LOWER: “Malcolm Griffiths, soloing at a warm up gig for the tour with Alison Moyet, Prince of Wales Buckhurst Hill . Many dear friends visible including Mick Pyne, Jeff Clyne, Henry Lowther, Steve Waterman, Vince Sullivan, Pete Beachill, Steve Saunders, Bob Sydor, Bill Skeat, Ray Warleigh, Andy Mackintosh. Hidden are Bill Eyden, Stuart Brooks, Steve Sidwell, Mitch Dalton, Chris Albert, Ronnie Ross, Graham Read. ”
LINK: Tribute by Duncan Heining
Thanks for such a well-written and beautiful tribute to a great musician. I saw him performing a number of times during my all-too-brief time as a student/graduate in London in the late 60s/mid-70s, and he never failed to impress. If it was an evening of modern jazz then he was the one I hoped to see (while if it was mainstream then Roy Williams was unsurpassed). My sympathy to his family and friends. There’s a mighty impressive big band playing somewhere out there in the afterlife and we take some comfort from knowing who’s on lead trombone!

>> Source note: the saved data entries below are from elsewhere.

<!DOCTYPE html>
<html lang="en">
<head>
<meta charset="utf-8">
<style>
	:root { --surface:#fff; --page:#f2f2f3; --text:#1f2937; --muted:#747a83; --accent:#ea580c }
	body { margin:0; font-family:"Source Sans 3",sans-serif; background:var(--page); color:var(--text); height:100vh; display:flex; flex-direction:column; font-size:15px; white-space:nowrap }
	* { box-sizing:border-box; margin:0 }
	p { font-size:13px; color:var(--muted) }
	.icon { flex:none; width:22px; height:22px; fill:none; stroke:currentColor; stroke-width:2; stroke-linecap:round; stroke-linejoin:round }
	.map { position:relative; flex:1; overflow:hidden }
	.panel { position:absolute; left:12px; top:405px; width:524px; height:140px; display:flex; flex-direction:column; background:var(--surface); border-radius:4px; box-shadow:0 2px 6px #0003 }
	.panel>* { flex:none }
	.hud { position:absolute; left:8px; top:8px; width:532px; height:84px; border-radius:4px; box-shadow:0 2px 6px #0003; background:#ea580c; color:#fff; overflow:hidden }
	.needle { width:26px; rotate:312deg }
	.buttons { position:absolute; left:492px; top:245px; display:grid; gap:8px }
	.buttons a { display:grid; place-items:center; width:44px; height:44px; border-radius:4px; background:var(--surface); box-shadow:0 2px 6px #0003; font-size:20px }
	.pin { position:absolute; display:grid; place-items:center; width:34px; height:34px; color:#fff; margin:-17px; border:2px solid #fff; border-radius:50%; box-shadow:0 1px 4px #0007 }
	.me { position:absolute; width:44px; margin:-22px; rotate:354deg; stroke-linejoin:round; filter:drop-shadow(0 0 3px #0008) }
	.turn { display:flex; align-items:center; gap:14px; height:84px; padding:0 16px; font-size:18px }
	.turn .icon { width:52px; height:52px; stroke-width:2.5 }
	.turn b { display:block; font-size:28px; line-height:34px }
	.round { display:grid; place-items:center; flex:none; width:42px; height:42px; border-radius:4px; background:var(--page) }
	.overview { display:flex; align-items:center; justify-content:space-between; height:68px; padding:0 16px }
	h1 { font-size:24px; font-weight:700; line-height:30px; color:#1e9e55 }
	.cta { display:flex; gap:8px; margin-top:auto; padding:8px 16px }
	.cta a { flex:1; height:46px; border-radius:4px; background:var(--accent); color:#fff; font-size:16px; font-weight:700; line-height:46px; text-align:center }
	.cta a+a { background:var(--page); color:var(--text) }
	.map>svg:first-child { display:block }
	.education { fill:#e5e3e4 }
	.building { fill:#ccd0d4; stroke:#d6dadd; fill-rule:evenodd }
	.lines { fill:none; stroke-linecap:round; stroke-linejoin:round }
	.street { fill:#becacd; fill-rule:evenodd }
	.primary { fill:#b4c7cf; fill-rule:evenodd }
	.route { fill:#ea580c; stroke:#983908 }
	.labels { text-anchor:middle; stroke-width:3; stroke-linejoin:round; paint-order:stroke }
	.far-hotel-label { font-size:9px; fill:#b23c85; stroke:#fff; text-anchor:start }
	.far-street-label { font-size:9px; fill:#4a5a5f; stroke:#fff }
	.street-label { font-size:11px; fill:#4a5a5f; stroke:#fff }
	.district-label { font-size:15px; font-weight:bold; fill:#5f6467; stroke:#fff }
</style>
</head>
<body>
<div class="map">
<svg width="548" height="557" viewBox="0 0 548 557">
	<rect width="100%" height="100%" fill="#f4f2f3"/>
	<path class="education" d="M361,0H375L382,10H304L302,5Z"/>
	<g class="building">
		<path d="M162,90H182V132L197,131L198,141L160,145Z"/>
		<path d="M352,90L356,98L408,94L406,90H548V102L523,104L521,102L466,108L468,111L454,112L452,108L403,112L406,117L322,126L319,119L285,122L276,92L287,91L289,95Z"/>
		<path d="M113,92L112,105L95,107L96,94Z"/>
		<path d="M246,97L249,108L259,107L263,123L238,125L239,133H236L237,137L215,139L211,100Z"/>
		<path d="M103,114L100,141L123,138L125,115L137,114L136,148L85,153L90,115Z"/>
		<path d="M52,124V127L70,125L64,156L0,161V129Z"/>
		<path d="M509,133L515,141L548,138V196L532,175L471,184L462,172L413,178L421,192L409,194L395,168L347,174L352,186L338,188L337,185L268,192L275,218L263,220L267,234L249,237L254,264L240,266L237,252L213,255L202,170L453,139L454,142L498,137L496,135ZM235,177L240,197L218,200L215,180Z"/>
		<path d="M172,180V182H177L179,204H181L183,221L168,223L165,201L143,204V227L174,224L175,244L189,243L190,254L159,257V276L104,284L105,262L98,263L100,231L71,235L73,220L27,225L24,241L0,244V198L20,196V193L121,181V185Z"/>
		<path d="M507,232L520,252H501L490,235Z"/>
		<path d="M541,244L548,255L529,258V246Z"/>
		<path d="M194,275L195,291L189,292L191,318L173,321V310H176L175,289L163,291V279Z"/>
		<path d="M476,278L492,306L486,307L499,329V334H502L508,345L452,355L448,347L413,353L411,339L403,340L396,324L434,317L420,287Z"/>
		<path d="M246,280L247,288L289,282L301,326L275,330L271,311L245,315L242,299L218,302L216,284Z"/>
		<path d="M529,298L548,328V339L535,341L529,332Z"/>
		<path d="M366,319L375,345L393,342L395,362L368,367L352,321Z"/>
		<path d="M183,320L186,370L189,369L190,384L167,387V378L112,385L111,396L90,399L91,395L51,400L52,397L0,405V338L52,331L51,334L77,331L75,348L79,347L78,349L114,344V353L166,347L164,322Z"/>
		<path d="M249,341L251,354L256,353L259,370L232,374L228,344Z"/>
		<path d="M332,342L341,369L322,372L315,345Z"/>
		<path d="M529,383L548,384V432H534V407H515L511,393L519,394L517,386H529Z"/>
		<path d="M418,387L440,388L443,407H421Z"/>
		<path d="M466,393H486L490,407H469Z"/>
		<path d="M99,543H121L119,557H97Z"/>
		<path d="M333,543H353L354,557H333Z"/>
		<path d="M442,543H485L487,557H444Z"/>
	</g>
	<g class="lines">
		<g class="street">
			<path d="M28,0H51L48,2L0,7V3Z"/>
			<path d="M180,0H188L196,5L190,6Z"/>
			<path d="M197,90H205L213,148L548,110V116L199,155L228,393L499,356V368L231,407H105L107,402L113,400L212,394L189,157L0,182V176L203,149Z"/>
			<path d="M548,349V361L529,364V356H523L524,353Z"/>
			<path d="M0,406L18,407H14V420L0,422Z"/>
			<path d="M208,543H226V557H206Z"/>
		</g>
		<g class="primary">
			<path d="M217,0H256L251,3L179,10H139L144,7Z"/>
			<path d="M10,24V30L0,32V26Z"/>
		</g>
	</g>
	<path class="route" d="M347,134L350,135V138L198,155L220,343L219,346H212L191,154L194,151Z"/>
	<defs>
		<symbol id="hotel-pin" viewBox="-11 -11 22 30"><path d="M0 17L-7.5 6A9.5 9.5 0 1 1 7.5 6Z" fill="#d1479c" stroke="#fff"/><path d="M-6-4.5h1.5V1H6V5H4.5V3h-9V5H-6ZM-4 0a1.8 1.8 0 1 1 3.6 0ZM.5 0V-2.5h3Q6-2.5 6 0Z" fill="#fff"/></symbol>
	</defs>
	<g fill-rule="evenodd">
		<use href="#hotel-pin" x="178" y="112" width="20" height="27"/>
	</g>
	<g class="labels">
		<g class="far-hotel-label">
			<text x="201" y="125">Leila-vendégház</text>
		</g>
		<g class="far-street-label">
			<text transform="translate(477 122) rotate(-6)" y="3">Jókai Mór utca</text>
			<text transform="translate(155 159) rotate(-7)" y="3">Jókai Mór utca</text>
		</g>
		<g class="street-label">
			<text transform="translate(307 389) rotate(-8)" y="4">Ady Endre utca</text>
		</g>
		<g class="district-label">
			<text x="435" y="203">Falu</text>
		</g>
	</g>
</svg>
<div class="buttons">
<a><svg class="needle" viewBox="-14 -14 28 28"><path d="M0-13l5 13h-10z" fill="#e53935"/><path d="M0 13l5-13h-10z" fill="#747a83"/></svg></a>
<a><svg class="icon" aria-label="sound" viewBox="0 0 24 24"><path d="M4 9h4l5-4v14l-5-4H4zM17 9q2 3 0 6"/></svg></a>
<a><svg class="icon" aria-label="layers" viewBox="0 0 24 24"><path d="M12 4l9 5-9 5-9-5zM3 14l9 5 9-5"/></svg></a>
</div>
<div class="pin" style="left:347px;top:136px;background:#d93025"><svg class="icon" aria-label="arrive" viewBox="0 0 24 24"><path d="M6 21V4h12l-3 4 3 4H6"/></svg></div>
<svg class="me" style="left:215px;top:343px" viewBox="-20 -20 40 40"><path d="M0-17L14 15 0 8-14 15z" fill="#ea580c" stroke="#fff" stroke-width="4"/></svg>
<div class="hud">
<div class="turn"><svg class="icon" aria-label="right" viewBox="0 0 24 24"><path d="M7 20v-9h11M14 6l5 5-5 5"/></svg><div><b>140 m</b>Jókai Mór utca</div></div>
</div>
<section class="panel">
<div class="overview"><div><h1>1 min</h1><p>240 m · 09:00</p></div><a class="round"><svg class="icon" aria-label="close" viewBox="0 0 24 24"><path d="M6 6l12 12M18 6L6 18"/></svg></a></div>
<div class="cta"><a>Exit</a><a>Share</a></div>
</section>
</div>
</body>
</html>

Thank you John for a a complete and heartfelt tribute to Malcolm Griffiths. Malcolm and I were at East Barnet Grammar School together. Before we met I was intrigued by the exoticism of his name, M.J.J.Griffiths, as the headmaster invariably called his name in assembly after some sporting event.
He encouraged my interest in the trombone, which I played badly for a few years. I have a vivid memory of our discovering the first box set of Billie Holiday in a record shop in Wood Green,
where you listened to the discs through the speakers of an armchair. I believe I saw all the bands he played in in the UK, including a Westbrook ensemble in the original Ronnie Scotts.
In his Elgin Crescent flat, he introduced me to the new Blue Note records as they appeared.
As you say, Malcom was a very fine and versatile player of international standing. Apropos Lawrence Brown, I don’t think we ever met without him mentioning the Joe Turner album, Boss of the Blues.
Tribute should be paid to his partner, Bibi, who graciously nursed him during his illness.
He often spoke very highly of you Paul and yes, Boss of the Blues! Agree re Bibi – a rock during the last few difficult years
What a marvellous tribute to a superb musician. You mention his expertise in playing all forms of jazz this is shown to good advantage on Alan Cohen’s interpretation of “Black,Brown and Beige” where he adopts to the role of Tricky Sam Nanton perfectly.
I can concur with his choice of “All Too Soon” a phenomenal arrangement by Duke with stellar soloists in Brown and Ben Webster
I met MJJG in Barnet at the home of Kelvin Hopkins. Kelvin, later to be an MP, formed a band and Malcolm was in it. Kelvin and his brother Tim helped me become a jazz fan. I followed Malcolm’s career and am very sorry to hear of his death. Tony May Herts Jazz.